◆ **WHAT YOU WILL DO**:
From the entries below, give the number of lines where the word "Paladino" occurs, and nothing else.

****

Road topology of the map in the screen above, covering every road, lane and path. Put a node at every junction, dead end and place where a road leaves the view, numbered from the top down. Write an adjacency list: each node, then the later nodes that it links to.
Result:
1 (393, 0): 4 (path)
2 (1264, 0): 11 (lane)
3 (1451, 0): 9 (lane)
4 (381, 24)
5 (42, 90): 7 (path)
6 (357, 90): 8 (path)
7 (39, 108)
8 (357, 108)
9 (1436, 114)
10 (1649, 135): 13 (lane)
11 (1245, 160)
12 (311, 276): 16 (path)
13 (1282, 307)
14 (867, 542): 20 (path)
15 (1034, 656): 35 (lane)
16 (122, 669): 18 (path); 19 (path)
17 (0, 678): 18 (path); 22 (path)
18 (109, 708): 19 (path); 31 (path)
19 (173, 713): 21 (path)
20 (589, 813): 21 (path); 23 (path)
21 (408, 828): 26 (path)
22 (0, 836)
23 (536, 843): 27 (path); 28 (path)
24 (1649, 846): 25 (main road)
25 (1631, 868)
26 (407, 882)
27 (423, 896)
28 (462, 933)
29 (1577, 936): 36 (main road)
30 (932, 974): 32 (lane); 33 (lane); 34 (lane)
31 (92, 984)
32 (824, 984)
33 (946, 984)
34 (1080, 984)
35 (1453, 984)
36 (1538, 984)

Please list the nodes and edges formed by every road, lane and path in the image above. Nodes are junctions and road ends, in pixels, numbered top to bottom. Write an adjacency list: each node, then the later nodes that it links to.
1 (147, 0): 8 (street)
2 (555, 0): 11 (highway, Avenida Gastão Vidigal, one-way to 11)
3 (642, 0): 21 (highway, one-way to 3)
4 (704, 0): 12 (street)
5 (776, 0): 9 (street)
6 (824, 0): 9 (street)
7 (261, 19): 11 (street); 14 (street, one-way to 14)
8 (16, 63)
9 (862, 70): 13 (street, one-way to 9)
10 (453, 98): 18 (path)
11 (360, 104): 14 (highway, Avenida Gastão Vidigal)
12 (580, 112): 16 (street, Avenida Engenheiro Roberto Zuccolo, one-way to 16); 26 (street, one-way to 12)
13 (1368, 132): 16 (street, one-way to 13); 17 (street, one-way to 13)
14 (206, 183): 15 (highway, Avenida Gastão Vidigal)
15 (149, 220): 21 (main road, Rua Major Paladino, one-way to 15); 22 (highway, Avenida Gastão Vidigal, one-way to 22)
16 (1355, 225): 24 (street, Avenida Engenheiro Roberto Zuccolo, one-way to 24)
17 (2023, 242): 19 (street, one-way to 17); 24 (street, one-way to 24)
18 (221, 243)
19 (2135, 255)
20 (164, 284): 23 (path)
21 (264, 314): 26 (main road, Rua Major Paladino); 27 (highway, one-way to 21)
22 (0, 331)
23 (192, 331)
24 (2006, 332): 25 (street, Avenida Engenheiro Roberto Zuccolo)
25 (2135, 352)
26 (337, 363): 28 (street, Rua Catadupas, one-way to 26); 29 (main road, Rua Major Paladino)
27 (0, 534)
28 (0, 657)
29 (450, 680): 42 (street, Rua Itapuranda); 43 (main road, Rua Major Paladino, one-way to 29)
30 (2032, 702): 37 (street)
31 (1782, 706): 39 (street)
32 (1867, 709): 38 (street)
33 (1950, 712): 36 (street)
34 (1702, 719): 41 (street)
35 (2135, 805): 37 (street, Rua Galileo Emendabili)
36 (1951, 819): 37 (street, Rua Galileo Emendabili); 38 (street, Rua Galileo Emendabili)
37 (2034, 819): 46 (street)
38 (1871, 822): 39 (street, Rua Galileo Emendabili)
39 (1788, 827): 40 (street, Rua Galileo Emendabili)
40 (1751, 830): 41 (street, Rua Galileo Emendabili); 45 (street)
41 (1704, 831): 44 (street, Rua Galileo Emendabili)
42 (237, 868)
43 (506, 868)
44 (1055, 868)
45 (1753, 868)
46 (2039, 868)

****

◆ **FINAL ANSWER**:
4